This. This is what non-healthcare people don't seem to get, and it's the reason this virus is so damn scary to us.

Yes, Ebola can and often does lead to a horrific death like something out of a gore-porn film. But it starts with a headache and some aching. You have a headache and ache? Ok, you either are just achy and have a headache, or you have one of a million viruses. The first on that list isn't likely to be Ebola, so until a full-blown pandemic is in effect you will not be treated like you have Ebola.

My hospital went big. When they built their newest tower they put an iso room on each floor. Because of the expense of keeping those rooms inspected and the infrequency of their use as iso rooms (I think we've put ours in negative pressure twice, positive once in the two years I've been there), they have taken the expensive air exchanging systems for all but two of those offline. They're now just used as regular rooms with a little neato panel outside the door and a few extra vents in the room.

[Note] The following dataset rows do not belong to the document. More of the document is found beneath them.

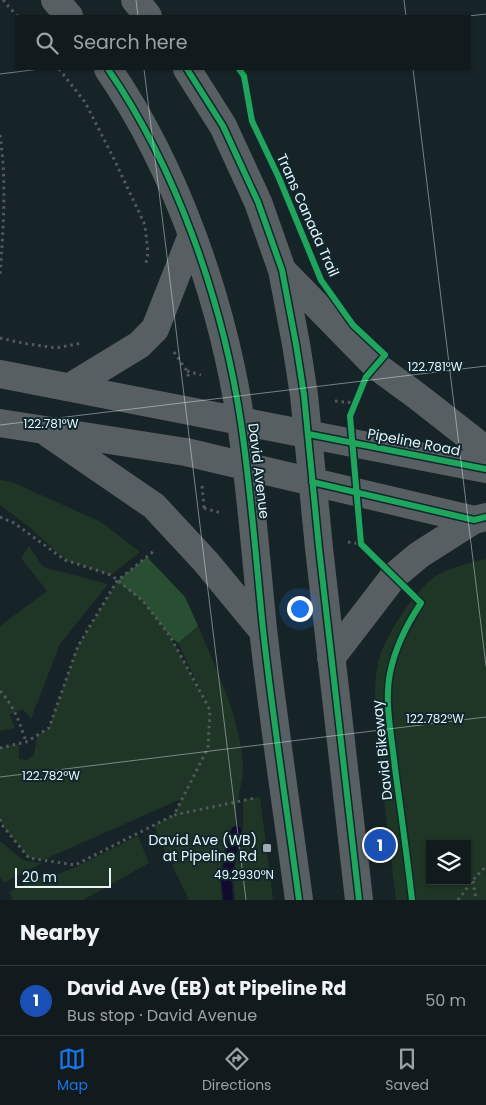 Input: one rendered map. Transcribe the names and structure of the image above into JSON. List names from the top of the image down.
{
  "streets": {
    "main road": ["Pipeline Road", "David Avenue"],
    "cycle path": ["Trans Canada Trail"]
  },
  "crossings": [
    ["Pipeline Road", "David Avenue"]
  ],
  "places": {
    "transit": ["David Ave (WB) at Pipeline Rd"]
  },
  "scale_bar": "20 m",
  "page": {
    "search": "Search here",
    "pins": "1",
    "scale": "20 m",
    "heading": "Nearby",
    "list": [
      {
        "mark": "1",
        "name": "David Ave (EB) at Pipeline Rd",
        "note": "Bus stop · David Avenue",
        "value": "50 m"
      }
    ],
    "nav": ["Map", "Directions", "Saved"]
  },
  "coordinates": ["122.781°W", "122.782°W", "49.2930°N"]
} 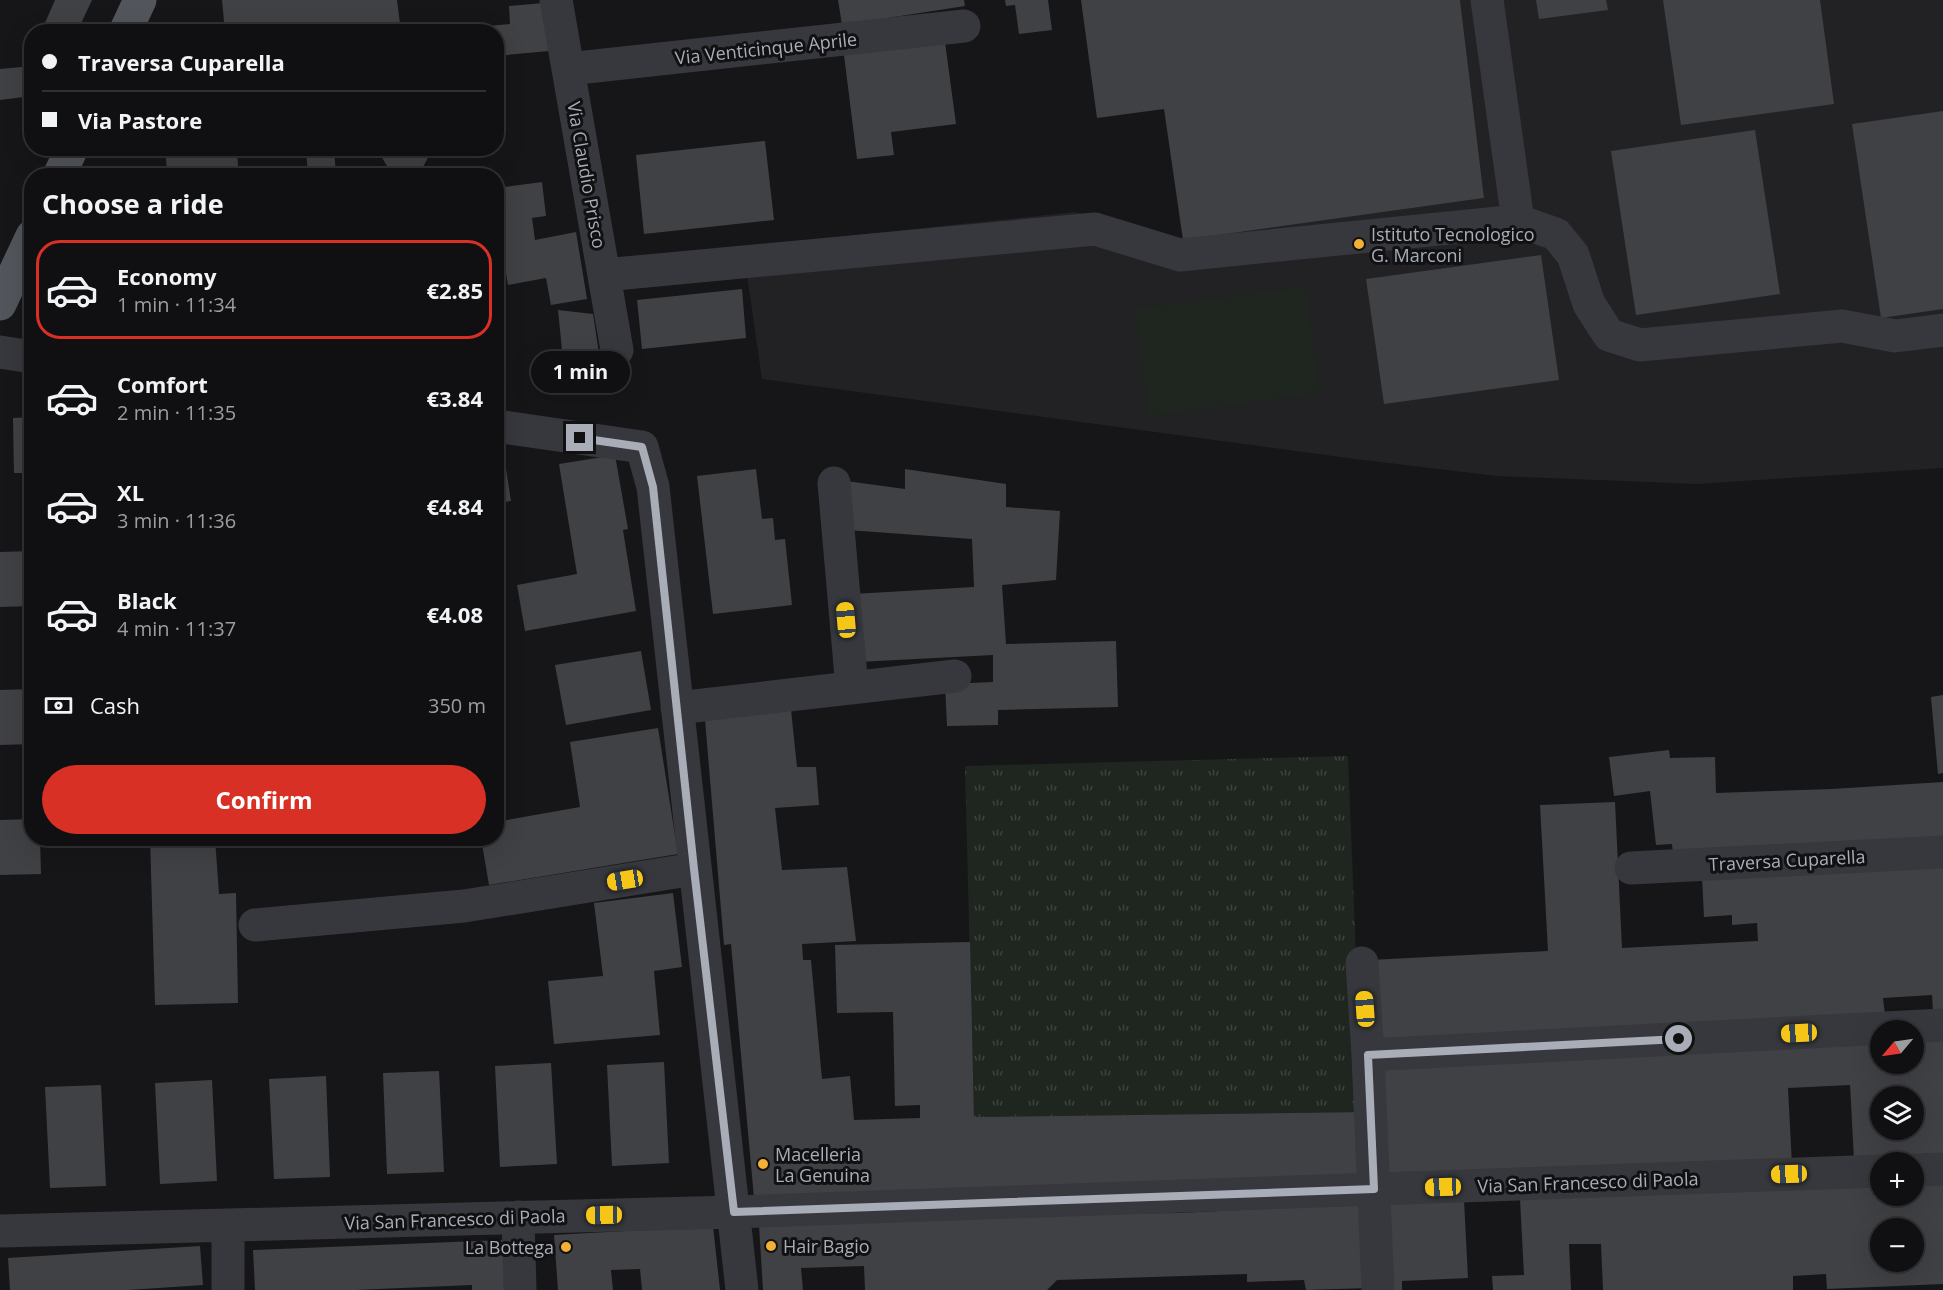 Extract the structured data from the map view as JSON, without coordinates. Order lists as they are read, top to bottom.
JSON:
{
  "streets": {
    "street": [
      "Via Venticinque Aprile",
      "Via Claudio Prisco",
      "Traversa Cuparella",
      "Via San Francesco di Paola"
    ]
  },
  "crossings": [
    ["Via Venticinque Aprile", "Via Claudio Prisco"]
  ],
  "places": [
    "Istituto Tecnologico G. Marconi",
    "Macelleria La Genuina",
    "Hair Bagio",
    "La Bottega"
  ],
  "north": "bottom left",
  "page": {
    "banner": ["Traversa Cuparella", "Via Pastore"],
    "heading": "Choose a ride",
    "list": [
      {
        "name": "Economy",
        "note": "1 min · 11:34",
        "value": "€2.85"
      },
      {
        "name": "Comfort",
        "note": "2 min · 11:35",
        "value": "€3.84"
      },
      {
        "name": "XL",
        "note": "3 min · 11:36",
        "value": "€4.84"
      },
      {
        "name": "Black",
        "note": "4 min · 11:37",
        "value": "€4.08"
      }
    ],
    "bubble": "1 min",
    "pay": ["Cash", "350 m"],
    "buttons": "Confirm",
    "map_buttons": ["+", "−"]
  }
} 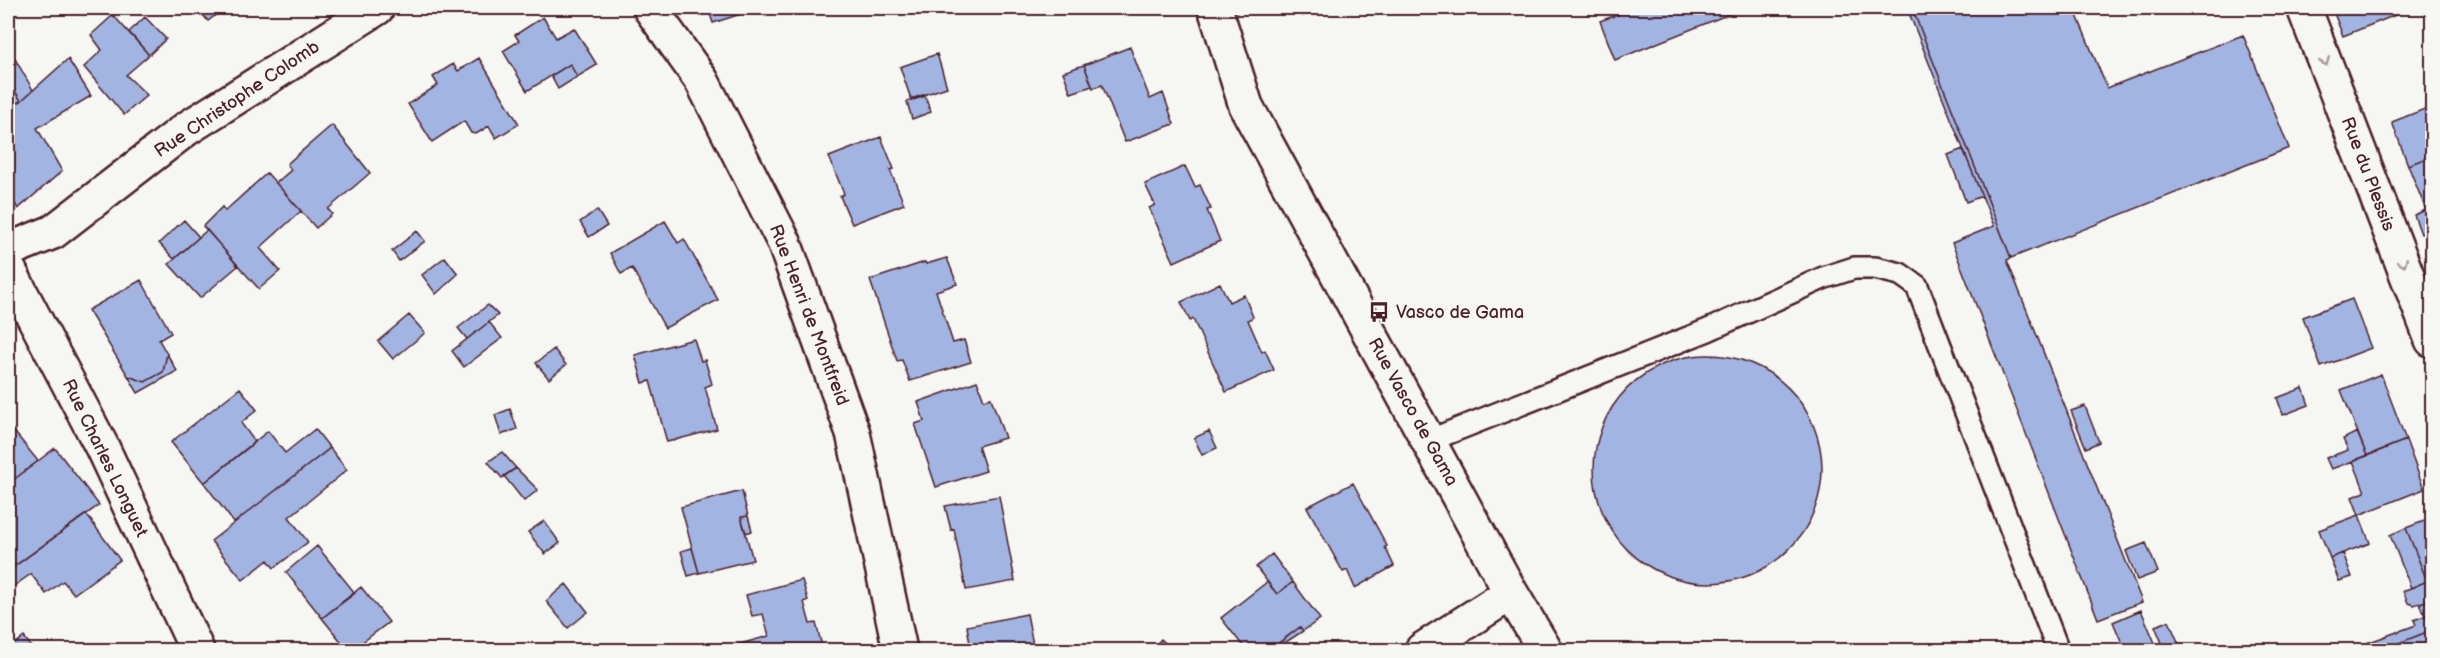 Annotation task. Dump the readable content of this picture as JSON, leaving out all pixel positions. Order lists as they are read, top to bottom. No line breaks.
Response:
{"streets":{"street":["Rue Christophe Colomb","Rue du Plessis","Rue Henri de Montfreid","Rue Vasco de Gama","Rue Charles Longuet"]},"one_way":["Rue du Plessis"],"places":{"bus stop":["Vasco de Gama"]}} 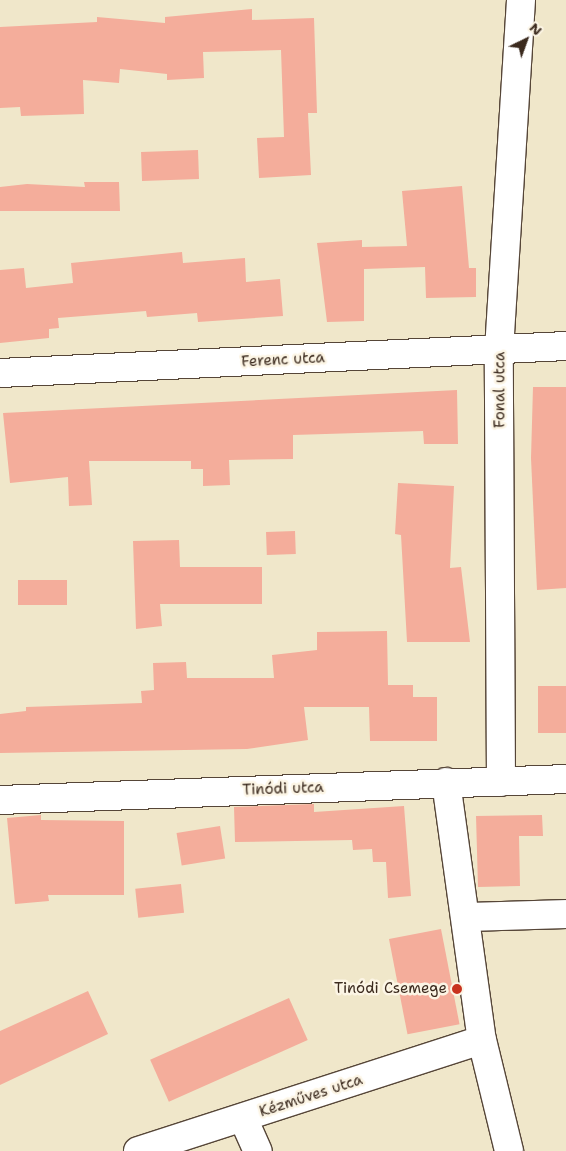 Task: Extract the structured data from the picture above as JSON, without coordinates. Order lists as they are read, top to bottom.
{
  "streets": {
    "street": [
      "Ferenc utca",
      "Fonal utca",
      "Tinódi utca",
      "Kézműves utca"
    ]
  },
  "crossings": [
    ["Ferenc utca", "Fonal utca"],
    ["Fonal utca", "Tinódi utca"]
  ],
  "places": ["Tinódi Csemege"],
  "north": "top right"
} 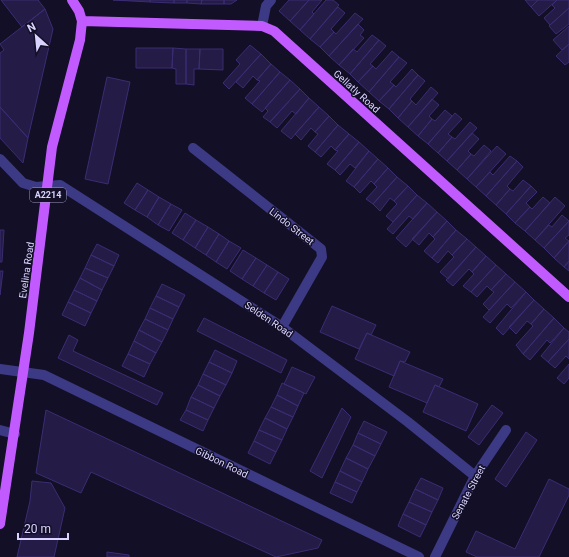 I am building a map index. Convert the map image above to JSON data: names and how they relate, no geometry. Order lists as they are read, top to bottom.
{
  "streets": {
    "main road": ["Gellatly Road", "A2214", "Evelina Road"],
    "street": [
      "Lindo Street",
      "Selden Road",
      "Gibbon Road",
      "Senate Street"
    ]
  },
  "crossings": [
    ["Gellatly Road", "Evelina Road"],
    ["Lindo Street", "Selden Road"],
    ["Evelina Road", "Selden Road"],
    ["Evelina Road", "Gibbon Road"],
    ["Selden Road", "Senate Street"]
  ],
  "scale_bar": "20 m",
  "north": "top left"
}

No one is scared of Ebola because it is killing less than a thousand people over in Africa. People are scared of Ebola because it is *infecting* thousands of people, and those people are living long enough to travel around, and THEN killing them. Yeah, Africa doesn't have a lot going for it in sanitation or healthcare but guess what? We have slums in our little westernized world too. I know, we're not supposed to acknowledge that. But that's where it would start, and from there who knows. People living right next to those slums are often your servers, cooks, baggers, stockers...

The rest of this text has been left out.